Direito do Refugiado

Ao longo da história, o fenômeno da migração se repete incessantemente. No passado, o processo era desencadeado pelas conquistas, invasões, êxodos, mudanças sazonais, superpopulação de determinada área e também pela fome. No contexto atual, ainda que alguns destes fatores tenham decaído pela gradual evolução dos costumes e outros tenham surgido para impor novos desafios ao contingente humano, é fato que muitos destes continuam pertinentes para explicar a movimentação de  povos de suas regiões de origem. Como fatores atuais de tais movimentos temos as causas da globalização, a superpopulação de alguns países ou regiões, nomeadamente o inchaço das áreas periféricas dos grandes centros urbanos, violação ou negligência de direitos fundamentais, o desemprego, a desorganização de economias tradicionais, perseguição, discriminações, xenofobia, a desigualdade econômica entre países e mesmo as desigualdades entre hemisfério norte e hemisfério sul. Todos estes fatores, combinados ou não, contribuirão para criar o personagem conhecido como refugiado, que hoje, corresponde a cerca de 17 milhões e meio de indivíduos, segundo organizações dedicadas ao problema.

Dentro das considerações sobre como tratar tal fenômeno é sempre importante medir os fatores sociais, econômicos, políticos e até mesmo ambientais que provoquem no ser humano a decisão de sair forçosamente do local que escolheu como morada definitiva, deixando suas raízes, pátria e bens amealhados e seguir um destino incerto em terras estrangeiras.

A partir das tragédias humanitárias experimentadas pelas duas guerras mundiais, uma maior consideração começou a surgir no plano internacional acerca de um sistema de apoio obrigatório dedicado ao refugiado, tendo como seu primeiro efeito prático, a disposição no artigo 14 da Declaração Universal de Direitos Humanos, que estabelecia que "em caso de perseguição, toda pessoa tem direito de procurar asilo, e a desfrutar dele, em qualquer país".

Mas, o ato fundamental de todo o Direito do Refugiado seria implementado em dezembro de 1950, com a resolução da Assembleia Geral da ONU de número 428, que criava o Alto Comissionado das Nações Unidas para o Refugiado - ACNUR, agência ligada à mesma organização, que se ocuparia da proteção jurídica internacional aos refugiados, Seu objetivo é buscar soluções duradouras para a condição destes indivíduos, criando a possibilidade de uma repatriação voluntária, que sob qualquer aspecto não pode se dar forçosamente.

Complementando o sistema basilar de amparo ao refugiado é importante mencionar ainda a Convenção Relativa ao Estatuto dos Refugiados adotada a 28 de julho de 1951, no âmbito da Conferência sobre o Estatuto dos Refugiados e Apátridas promovida pelas Nações Unidas, que definia a condição de refugiado e as devidas ações para lidar com sua situação juridicamente.

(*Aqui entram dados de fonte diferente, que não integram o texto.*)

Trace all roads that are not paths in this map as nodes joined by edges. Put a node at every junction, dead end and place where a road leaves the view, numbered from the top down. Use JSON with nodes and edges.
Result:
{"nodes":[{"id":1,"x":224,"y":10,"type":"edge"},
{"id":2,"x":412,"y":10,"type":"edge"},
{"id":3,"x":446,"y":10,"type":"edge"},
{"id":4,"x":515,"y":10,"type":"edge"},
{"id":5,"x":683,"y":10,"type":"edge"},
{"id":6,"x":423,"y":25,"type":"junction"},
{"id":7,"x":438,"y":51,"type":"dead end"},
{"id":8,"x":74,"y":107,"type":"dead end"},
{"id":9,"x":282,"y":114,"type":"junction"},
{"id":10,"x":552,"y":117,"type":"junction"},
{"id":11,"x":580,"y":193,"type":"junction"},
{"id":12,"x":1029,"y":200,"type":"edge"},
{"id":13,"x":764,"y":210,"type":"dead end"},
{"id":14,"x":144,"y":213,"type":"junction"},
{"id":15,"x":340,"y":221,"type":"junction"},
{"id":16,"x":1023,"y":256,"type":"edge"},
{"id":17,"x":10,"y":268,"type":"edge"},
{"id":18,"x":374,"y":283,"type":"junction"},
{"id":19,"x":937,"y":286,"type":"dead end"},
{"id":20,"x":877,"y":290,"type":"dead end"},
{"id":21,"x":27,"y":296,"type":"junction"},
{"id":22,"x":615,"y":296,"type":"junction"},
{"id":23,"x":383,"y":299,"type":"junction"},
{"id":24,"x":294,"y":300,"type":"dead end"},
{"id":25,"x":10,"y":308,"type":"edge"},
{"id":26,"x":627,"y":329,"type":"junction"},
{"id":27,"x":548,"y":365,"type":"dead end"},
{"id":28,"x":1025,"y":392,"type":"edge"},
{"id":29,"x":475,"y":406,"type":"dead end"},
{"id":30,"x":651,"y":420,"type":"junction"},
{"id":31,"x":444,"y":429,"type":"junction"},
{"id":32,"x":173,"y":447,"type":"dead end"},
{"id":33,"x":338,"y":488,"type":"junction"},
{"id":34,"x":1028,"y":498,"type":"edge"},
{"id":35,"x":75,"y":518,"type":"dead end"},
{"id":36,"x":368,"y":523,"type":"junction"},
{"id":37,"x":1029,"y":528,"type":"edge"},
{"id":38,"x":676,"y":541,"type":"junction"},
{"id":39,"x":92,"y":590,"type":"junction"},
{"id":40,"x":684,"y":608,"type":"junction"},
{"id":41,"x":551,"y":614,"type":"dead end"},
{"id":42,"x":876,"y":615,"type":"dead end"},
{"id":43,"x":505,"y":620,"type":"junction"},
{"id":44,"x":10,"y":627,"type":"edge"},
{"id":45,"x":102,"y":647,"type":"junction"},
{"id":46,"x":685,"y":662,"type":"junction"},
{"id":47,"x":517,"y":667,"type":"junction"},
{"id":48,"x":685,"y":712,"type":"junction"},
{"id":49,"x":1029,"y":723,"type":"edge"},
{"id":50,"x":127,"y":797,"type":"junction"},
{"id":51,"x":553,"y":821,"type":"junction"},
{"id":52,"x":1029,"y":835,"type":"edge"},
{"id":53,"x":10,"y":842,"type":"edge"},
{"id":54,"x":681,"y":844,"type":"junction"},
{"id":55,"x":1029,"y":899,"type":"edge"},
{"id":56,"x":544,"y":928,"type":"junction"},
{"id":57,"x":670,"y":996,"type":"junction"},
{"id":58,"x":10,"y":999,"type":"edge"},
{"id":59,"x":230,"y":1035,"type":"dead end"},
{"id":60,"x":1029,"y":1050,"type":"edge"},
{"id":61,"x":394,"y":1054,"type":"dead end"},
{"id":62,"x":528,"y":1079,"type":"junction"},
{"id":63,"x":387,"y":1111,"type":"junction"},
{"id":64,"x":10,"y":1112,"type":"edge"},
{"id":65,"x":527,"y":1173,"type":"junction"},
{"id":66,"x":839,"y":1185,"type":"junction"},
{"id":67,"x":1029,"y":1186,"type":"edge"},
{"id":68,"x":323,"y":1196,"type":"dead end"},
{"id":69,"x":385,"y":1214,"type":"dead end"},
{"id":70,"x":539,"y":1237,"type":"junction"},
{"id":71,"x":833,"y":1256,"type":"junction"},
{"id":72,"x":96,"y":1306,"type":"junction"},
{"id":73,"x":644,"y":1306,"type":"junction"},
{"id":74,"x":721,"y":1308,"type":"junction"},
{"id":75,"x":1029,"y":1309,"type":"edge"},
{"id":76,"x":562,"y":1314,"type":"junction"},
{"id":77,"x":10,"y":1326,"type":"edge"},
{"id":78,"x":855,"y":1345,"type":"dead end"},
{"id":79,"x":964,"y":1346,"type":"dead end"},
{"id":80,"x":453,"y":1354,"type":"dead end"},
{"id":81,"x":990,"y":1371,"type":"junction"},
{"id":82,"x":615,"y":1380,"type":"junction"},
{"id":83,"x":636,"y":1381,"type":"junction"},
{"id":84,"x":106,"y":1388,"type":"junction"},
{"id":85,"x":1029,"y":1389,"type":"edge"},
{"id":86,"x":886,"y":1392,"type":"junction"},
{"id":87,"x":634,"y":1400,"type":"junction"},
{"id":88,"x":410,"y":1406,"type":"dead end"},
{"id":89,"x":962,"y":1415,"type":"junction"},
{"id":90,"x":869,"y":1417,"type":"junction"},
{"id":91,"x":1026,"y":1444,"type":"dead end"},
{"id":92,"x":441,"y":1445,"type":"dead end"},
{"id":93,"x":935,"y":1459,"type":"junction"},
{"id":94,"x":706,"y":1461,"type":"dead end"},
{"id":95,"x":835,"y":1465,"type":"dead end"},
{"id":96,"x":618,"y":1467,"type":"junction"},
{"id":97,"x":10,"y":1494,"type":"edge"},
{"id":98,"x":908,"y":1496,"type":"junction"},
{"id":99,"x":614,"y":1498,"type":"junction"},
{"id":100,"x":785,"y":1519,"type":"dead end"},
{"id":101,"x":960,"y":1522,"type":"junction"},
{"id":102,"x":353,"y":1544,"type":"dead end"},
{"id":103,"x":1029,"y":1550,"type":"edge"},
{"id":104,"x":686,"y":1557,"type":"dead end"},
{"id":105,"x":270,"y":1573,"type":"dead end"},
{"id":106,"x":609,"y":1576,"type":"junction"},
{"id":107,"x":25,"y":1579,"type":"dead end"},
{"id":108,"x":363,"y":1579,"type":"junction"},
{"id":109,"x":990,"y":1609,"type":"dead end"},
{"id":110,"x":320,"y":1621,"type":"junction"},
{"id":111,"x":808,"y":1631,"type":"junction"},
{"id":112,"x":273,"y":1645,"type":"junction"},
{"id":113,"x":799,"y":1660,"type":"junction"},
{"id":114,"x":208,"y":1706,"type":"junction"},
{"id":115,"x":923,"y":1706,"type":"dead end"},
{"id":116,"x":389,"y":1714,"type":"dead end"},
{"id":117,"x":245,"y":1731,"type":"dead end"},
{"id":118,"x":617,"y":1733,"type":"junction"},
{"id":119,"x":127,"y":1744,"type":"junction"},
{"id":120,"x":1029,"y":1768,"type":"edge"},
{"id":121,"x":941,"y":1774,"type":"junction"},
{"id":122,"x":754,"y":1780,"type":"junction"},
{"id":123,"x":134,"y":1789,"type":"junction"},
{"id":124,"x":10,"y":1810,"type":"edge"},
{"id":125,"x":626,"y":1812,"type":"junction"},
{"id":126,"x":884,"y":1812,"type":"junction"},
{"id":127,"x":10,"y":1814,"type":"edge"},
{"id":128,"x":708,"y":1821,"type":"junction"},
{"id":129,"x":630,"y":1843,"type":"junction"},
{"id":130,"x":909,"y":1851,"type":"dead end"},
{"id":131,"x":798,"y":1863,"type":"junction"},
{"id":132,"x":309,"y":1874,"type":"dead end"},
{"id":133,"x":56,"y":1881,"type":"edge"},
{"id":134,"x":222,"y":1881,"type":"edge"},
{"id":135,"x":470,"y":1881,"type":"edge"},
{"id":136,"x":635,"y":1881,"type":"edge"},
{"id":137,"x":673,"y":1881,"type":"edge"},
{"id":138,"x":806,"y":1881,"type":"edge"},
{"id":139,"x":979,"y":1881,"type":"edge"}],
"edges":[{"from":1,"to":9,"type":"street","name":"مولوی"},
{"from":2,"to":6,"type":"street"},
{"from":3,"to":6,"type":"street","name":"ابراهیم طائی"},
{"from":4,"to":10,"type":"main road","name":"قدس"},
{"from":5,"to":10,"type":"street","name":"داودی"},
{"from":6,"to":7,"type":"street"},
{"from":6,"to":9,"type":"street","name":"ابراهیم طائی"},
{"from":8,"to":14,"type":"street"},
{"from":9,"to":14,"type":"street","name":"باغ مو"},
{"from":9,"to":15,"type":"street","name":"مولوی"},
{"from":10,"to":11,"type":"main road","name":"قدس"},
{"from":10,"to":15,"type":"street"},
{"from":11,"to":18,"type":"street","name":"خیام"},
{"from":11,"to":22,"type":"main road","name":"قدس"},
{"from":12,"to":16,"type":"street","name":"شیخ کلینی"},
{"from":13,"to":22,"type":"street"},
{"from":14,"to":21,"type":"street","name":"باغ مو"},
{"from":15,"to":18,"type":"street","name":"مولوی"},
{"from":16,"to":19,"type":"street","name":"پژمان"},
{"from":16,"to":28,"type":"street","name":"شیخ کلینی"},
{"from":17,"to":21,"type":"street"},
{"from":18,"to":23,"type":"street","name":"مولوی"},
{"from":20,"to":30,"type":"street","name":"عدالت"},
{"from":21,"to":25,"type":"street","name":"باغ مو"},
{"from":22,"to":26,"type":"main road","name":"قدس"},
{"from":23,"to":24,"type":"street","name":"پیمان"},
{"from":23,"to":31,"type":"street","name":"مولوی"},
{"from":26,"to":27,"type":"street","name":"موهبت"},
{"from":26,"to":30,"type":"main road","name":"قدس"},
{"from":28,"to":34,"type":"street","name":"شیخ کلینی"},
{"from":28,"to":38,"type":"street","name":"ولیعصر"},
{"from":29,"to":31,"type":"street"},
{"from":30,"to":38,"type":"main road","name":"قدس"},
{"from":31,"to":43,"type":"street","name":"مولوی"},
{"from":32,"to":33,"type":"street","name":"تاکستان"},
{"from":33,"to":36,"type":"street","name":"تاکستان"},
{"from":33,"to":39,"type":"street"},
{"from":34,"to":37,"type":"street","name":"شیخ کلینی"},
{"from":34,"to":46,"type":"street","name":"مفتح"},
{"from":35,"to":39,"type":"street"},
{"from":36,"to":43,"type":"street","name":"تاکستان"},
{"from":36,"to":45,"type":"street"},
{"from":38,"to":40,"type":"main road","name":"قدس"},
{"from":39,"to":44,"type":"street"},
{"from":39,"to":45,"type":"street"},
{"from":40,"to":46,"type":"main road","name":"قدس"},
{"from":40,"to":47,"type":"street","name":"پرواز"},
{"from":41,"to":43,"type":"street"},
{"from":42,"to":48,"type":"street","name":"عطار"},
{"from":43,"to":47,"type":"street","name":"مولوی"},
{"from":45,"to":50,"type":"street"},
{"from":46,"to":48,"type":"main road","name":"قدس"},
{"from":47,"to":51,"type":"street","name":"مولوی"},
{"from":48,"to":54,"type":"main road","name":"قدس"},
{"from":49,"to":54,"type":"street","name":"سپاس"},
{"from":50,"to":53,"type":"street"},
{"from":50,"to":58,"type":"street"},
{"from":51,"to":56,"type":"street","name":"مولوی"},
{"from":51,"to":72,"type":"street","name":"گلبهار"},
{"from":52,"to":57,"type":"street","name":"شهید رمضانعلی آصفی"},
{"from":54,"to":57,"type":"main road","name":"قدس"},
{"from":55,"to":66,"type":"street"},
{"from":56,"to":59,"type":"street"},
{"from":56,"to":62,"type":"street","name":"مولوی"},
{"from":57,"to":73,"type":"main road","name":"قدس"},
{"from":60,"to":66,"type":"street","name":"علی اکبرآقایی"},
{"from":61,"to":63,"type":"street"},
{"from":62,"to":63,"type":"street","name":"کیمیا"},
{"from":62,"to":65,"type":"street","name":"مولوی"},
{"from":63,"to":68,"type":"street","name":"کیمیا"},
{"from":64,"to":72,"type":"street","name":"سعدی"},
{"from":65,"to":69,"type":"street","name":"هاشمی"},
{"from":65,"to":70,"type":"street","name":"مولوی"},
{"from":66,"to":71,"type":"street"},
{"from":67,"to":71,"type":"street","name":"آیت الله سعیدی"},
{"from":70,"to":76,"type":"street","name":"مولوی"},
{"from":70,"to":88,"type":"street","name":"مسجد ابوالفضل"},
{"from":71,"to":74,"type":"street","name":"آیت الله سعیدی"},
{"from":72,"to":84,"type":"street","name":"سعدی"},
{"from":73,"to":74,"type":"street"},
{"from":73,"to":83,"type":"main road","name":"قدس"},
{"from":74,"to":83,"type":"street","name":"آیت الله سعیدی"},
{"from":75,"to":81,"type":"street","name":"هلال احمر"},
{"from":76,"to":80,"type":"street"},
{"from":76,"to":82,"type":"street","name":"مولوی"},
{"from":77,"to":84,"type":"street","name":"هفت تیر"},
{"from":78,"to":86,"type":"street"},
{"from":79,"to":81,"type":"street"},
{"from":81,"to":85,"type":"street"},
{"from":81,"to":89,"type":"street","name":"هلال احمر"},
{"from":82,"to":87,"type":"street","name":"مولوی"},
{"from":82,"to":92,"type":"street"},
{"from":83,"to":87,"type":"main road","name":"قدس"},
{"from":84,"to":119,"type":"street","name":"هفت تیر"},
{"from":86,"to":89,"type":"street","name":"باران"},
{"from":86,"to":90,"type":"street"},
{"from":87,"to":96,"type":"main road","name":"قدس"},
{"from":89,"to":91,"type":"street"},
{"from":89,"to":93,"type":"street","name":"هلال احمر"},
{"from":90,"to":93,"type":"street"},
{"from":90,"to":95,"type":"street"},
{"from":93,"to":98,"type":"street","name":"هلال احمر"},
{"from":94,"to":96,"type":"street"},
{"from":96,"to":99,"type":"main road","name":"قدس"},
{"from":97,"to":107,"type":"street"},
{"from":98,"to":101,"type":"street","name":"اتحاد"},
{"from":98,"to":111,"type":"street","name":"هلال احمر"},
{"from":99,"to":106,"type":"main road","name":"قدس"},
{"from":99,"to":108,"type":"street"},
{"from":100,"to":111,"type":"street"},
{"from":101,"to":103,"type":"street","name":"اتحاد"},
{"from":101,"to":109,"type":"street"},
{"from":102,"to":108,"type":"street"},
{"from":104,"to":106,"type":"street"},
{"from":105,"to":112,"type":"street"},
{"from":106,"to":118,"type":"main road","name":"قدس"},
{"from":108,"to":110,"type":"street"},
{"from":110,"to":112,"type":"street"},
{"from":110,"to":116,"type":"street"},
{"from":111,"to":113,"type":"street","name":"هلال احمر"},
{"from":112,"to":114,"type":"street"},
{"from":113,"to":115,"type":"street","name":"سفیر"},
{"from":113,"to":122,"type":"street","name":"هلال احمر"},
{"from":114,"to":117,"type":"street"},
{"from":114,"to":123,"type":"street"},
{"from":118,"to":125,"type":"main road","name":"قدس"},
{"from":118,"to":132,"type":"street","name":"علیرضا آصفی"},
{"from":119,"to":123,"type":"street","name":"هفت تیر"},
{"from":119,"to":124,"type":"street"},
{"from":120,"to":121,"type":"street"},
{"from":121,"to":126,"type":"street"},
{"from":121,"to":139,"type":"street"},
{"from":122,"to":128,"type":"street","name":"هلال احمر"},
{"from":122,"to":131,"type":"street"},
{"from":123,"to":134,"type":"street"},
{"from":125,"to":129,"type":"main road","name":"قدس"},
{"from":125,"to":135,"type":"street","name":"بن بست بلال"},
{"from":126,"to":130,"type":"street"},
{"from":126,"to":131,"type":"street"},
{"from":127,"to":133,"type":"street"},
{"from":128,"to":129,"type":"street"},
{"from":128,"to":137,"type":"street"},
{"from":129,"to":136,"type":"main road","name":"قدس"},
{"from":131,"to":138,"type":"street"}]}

Outro marco no assunto será a Declaração de Cartagena, de 1984, que amplia o conceito de refugiado, incluindo aqueles que fogem da violência generalizada em suas regiões, conflitos, desrespeito aos preceitos básicos de Direitos Humanos e outras condições similares.

O Brasil está em consonância com tais disposições, em especial no disposto no artigo 4o, incisos II e X da Constituição Federal, onde a preocupação com o asilo do refugiado é externada, bem como o respeito aos Direitos Humanos. Em complemento à Constituição, merece destaque a Lei 9474/97. dedicada a definir os mecanismos de implementação do Estatuto dos Refugiados de 1951 em meio ao ordenamento jurídico nacional.